Released in 2004, the Razr V3 was an ultra-thin flip phone with a futuristic design as sharp as its stupidly collapsed moniker implied. It fit easily in anyone’s pocket and everyone wanted to have it. After a brief time as an expensive “fashion cell”, it became a popular phone that brought a failing Motorola back to life to compete against the Nokias and Sony Ericssons of this world--which back then had the hegemony in the cellphone market.
Then the iPhone arrived and everyone wanted a piece of that action. But something happened after some years: smartphones started to grow. Uncontrollably. The iPhone 4 was arguably the last phone that made sense from an anatomical point of view: a phone that any human can easily use with only one hand and fit perfectly in anypocket.
Which is perhaps why Motorola is thinking about bringing back the Razr with a foldable display. And it is thinking about it hard enough to file a trademark that includes extremely detailed diagrams showing how this phone works, complete with its satisfying spring-loaded opening mechanism.

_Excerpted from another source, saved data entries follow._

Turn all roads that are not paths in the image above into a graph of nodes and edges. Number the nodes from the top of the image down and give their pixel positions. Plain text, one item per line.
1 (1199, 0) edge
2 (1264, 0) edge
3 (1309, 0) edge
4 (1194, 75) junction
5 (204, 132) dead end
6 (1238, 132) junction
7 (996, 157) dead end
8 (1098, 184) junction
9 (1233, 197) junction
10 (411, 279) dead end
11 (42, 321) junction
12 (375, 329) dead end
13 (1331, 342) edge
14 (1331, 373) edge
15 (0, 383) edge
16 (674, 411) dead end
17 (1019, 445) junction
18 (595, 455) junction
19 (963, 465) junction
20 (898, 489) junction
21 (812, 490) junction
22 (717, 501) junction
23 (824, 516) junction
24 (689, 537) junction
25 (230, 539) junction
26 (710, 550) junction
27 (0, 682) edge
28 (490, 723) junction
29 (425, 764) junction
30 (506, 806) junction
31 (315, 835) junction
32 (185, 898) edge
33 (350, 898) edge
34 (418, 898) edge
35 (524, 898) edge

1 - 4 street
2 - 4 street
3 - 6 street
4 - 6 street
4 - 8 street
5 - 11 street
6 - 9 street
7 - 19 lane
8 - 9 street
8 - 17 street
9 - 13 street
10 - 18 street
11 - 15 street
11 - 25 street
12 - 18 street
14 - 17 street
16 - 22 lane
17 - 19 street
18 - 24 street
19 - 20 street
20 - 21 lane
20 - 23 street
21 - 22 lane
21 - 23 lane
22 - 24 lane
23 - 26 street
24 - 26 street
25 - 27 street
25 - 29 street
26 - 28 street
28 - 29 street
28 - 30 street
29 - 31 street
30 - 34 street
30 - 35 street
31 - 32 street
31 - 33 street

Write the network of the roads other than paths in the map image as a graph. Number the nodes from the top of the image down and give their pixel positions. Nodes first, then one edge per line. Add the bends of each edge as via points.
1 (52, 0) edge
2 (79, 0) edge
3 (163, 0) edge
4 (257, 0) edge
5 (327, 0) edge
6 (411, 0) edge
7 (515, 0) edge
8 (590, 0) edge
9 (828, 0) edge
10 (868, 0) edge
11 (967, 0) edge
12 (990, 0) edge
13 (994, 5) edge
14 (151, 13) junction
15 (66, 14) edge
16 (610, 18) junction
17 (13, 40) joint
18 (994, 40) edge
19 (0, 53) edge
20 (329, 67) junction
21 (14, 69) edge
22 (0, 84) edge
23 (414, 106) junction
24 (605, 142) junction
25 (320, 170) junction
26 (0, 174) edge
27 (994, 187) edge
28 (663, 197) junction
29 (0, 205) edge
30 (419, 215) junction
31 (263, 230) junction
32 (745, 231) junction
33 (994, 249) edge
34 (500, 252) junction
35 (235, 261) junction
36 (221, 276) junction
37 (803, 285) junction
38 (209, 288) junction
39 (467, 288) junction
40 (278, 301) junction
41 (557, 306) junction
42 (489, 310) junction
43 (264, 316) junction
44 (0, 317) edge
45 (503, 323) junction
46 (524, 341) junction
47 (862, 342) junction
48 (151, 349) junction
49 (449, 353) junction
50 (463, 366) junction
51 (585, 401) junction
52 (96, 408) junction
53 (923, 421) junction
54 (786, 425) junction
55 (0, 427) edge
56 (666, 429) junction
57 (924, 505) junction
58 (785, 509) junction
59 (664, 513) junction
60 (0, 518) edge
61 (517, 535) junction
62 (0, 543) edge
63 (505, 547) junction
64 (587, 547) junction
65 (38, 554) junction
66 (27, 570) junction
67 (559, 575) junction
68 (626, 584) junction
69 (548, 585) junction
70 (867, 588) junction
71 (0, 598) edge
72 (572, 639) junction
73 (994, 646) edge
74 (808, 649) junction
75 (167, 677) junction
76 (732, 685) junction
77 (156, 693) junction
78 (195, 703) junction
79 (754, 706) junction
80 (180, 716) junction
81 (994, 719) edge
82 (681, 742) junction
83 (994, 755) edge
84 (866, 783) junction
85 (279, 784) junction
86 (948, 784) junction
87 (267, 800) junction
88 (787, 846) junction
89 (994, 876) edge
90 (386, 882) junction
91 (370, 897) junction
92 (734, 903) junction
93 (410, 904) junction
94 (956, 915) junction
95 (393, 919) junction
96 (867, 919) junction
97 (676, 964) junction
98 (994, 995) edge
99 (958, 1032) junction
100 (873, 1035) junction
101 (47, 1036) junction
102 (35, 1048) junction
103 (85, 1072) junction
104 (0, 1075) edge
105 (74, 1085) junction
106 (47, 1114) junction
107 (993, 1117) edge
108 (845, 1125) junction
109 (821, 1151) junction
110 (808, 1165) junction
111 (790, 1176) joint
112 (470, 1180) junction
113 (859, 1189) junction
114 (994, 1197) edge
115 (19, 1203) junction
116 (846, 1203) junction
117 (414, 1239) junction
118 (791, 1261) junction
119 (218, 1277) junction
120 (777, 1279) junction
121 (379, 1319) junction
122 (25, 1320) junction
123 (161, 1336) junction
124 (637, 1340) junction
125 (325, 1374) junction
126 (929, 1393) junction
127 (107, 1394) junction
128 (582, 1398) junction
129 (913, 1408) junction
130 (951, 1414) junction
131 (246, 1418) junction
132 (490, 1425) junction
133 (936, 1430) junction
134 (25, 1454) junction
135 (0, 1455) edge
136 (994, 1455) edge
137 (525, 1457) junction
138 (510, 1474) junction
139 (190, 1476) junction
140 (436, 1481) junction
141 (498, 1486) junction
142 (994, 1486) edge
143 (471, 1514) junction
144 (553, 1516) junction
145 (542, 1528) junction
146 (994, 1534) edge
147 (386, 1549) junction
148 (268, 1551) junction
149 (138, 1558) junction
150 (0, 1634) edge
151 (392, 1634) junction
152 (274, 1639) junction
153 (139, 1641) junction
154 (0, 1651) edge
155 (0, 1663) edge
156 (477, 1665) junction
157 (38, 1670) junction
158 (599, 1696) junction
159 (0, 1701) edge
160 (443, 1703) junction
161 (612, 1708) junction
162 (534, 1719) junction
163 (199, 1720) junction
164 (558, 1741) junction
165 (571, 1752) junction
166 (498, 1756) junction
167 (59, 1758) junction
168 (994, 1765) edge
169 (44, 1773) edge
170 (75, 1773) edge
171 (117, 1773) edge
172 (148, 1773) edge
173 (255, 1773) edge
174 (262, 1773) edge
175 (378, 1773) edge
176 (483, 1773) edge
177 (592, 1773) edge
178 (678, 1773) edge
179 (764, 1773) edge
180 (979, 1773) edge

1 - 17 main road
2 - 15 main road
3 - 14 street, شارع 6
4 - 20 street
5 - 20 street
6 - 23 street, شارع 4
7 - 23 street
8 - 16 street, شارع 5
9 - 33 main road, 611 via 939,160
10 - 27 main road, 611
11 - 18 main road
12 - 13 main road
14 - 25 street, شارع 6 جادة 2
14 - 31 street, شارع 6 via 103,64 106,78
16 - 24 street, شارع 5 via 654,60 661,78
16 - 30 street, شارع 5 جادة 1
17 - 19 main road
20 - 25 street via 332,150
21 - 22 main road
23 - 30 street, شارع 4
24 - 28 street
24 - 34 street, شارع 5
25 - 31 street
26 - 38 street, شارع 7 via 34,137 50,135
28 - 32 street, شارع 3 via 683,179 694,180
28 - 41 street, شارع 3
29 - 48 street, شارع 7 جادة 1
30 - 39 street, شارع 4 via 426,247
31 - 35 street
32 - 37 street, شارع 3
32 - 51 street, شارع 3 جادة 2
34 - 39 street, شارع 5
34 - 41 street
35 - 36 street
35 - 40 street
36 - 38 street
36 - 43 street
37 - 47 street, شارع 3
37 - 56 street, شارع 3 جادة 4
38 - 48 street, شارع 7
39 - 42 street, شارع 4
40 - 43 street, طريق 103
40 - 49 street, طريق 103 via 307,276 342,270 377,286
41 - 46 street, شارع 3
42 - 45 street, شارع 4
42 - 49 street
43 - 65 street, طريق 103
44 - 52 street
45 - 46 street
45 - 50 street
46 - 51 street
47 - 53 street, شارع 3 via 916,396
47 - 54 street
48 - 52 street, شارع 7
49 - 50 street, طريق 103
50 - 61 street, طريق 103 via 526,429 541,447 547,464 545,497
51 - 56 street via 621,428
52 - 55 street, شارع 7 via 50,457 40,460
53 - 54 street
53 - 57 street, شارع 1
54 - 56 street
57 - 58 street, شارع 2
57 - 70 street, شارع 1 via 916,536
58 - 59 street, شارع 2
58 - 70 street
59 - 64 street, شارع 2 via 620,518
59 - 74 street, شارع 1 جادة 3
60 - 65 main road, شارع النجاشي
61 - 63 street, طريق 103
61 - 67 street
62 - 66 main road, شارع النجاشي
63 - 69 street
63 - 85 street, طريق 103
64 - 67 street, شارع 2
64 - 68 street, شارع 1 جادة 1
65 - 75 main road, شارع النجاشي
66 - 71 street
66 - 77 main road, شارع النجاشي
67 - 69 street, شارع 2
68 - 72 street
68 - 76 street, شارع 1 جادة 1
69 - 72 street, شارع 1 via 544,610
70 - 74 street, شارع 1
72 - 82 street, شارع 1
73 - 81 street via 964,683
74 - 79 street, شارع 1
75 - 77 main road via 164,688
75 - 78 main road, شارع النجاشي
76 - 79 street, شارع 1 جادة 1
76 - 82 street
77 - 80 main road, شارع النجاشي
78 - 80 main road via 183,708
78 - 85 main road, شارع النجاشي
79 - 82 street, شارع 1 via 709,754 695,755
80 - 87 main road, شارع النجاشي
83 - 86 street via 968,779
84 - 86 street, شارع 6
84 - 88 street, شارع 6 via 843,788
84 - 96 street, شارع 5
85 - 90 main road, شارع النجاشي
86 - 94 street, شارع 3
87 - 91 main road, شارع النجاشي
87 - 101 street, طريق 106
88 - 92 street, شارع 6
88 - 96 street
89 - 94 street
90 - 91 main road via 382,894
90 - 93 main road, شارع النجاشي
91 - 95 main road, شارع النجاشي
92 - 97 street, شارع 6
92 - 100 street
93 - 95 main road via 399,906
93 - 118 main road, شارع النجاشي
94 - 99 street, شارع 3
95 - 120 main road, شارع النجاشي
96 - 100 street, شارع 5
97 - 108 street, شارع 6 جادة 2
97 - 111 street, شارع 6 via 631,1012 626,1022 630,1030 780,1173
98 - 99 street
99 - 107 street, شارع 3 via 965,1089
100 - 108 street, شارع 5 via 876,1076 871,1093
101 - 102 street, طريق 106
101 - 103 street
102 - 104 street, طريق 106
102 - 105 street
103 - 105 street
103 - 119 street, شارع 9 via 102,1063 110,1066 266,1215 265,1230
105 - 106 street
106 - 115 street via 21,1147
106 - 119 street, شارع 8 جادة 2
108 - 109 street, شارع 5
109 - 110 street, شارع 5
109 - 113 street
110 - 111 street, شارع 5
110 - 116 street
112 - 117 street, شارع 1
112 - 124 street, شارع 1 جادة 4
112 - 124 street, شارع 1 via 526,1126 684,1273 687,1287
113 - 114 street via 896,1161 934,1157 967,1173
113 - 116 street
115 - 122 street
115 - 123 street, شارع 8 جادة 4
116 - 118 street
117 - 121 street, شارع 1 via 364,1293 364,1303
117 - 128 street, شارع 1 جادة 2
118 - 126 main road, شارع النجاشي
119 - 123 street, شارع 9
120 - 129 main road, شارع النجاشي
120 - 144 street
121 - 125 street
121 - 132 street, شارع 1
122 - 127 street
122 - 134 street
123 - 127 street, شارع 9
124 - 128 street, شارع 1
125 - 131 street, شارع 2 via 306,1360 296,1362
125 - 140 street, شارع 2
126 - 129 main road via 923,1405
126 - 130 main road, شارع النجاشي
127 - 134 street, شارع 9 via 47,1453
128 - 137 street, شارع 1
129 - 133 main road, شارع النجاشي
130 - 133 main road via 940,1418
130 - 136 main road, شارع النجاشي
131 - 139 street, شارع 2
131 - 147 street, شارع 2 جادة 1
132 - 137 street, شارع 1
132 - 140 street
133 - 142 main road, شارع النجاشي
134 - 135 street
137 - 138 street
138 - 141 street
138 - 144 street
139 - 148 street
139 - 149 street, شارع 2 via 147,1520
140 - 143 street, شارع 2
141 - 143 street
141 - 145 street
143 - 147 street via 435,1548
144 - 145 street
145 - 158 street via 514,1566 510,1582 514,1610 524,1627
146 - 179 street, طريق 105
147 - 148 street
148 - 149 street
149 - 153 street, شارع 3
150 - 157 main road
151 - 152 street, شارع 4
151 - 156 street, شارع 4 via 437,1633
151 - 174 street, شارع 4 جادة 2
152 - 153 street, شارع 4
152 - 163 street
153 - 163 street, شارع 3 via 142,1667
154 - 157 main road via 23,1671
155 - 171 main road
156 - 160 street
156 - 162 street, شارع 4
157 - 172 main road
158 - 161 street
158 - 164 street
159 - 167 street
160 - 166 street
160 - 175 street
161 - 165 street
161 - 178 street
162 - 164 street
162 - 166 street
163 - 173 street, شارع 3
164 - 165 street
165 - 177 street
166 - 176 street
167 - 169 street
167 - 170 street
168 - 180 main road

The patent fits the words of the CEO of Lenovo, which owns Motorola: “With the new technology, particularly foldable screens, I think you will see more and more innovation on our smartphone design," Yang Yuanqing told Techradar, "so hopefully what you just described [the Motorola Razr brand] will be developed or realized very soon.”
Regardless of what happens with this foldable-screen Razr, Yuanqing is very right about what new technology can bring to the table right now. With bezel-less and foldable screens, manufacturers have the opportunity to reduce overall phone size while keeping displays bigger than the original smartphones.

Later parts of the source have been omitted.